The community was first settled in 1807. Luzerne Borough was originally known as "Hartseph Hollow" (or Hartseph) in the late 18th century, named after early settler Zachariah Hartseph. The area developed rapidly around Toby Creek, where safely utilizing water power allowed early pioneers to establish essential gristmills and sawmills. Formally incorporated as a borough in 1882, the municipality changed its name to Luzerne to align with the county, which had been named in honor of the Chevalier de la Luzerne, a French minister to the United States during the Revolutionary War.

The borough’s trajectory shifted dramatically in the 19th and early 20th centuries with the boom of the anthracite coal mining industry. Luzerne became a bustling commercial hub for miners and their families, hosting thriving downtown businesses along Main Street, rail lines, and nearby collieries like the Harry E. Enterprise. The local economy was heavily anchored by coal production until the industry’s decline in the mid-20th century, accelerated by regional disasters like the Knox Mine Disaster of 1959.

In the modern era, Luzerne successfully transitioned from an industrial coal town into a residential community. The borough famously weathered severe regional flooding from Hurricane Agnes in 1972, rebuilding its infrastructure and preserving its historic architecture. Today, Luzerne is known for its walkable downtown shopping district and antique stores.

==Geography==
Luzerne is located at (41.283780, -75.892890).

According to the United States Census Bureau, the borough has a total area of 1.8 km2, all of it land.

==Demographics==

As of the census of 2000, there were 2,952 people, 1,410 households, and 767 families living in the borough.

The population density was 4,299.3 PD/sqmi. There were 1,520 housing units at an average density of 2,213.7 /sqmi.

The racial makeup of the borough was 98.92% White, 0.34% African American, 0.07% Asian, 0.20% from other races, and 0.47% from two or more races. Hispanic or Latino of any race were 0.44% of the population.

There were 1,410 households, out of which 20.2% had children under the age of eighteen living with them; 38.7% were married couples living together, 11.0% had a female householder with no husband present, and 45.6% were non-families. 40.9% of all households were made up of individuals, and 21.0% had someone living alone who was sixty-five years of age or older.

The average household size was 2.09 and the average family size was 2.87.

In the borough the population was spread out, with 17.6% under the age of eighteen, 7.3% from eighteen to twenty-four, 28.7% from twenty-five to forty-four, 22.5% from forty-five to sixty-four, and 23.9% who were sixty-five years of age or older. The median age was forty-three years.

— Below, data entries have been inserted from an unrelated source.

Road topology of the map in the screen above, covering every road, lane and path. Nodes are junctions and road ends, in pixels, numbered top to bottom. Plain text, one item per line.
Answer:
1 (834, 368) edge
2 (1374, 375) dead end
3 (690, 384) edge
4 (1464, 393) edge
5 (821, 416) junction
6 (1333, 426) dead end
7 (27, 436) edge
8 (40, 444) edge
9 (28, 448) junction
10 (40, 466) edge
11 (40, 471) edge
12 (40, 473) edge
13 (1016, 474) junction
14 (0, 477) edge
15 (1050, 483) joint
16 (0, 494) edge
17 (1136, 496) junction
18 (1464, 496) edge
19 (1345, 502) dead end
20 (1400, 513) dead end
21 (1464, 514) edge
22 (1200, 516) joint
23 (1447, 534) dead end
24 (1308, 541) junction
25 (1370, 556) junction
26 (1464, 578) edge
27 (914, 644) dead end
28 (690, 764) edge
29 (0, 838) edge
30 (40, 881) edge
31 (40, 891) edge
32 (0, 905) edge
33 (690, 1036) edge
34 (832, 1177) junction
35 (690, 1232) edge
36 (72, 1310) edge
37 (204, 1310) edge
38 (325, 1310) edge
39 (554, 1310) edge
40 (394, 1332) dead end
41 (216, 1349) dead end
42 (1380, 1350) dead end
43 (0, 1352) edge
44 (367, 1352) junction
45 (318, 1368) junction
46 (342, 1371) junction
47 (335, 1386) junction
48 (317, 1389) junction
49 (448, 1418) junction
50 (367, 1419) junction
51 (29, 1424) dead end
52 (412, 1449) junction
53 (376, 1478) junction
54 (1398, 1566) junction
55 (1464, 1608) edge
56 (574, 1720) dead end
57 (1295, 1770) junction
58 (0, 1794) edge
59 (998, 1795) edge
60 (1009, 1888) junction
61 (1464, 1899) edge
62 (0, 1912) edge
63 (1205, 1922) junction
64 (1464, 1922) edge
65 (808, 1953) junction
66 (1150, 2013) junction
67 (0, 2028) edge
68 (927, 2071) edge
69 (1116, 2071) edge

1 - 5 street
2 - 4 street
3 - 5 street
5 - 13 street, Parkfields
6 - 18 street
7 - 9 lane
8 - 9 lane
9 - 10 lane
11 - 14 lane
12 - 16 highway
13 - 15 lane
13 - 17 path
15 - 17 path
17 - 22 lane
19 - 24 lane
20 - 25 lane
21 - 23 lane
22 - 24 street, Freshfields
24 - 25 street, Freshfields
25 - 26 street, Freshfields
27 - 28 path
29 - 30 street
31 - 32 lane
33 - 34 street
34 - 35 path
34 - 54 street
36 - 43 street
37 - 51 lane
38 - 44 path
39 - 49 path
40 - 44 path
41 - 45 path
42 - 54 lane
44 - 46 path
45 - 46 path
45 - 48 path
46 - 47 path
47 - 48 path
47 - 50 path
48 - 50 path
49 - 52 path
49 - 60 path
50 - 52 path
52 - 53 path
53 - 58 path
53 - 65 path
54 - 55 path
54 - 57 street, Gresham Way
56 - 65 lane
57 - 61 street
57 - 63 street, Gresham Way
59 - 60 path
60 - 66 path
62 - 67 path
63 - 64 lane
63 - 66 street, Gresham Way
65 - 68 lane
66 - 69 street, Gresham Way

For every one hundred females there were 88.7 males. For every one hundred females aged eighteen and over, there were 86.6 males.

The median income for a household in the borough was $27,614, and the median income for a family was $37,730. Males had a median income of $27,054 compared with that of $21,250 for females.

The per capita income for the borough was $16,217.

Roughly 6.8% of families and 11.4% of the population were living below the poverty line, including 14.5% of those who were under the age of eighteen and 10.9% of those who were aged sixty-five or over.

Historical population
| Census | Pop. | Note | %± |
| 1890 | 2,398 |  | — |
| 1900 | 3,817 |  | 59.2% |
| 1910 | 5,426 |  | 42.2% |
| 1920 | 5,998 |  | 10.5% |
| 1930 | 6,950 |  | 15.9% |
| 1940 | 7,082 |  | 1.9% |
| 1950 | 6,176 |  | −12.8% |
| 1960 | 5,118 |  | −17.1% |
| 1970 | 4,504 |  | −12.0% |
| 1980 | 3,703 |  | −17.8% |
| 1990 | 3,206 |  | −13.4% |
| 2000 | 2,952 |  | −7.9% |
| 2010 | 2,845 |  | −3.6% |
| 2020 | 2,711 |  | −4.7% |
| 2021 (est.) | 2,710 | Decrease | 0.0% |
Sources:

==Education==
It is in the Wyoming Valley West School District.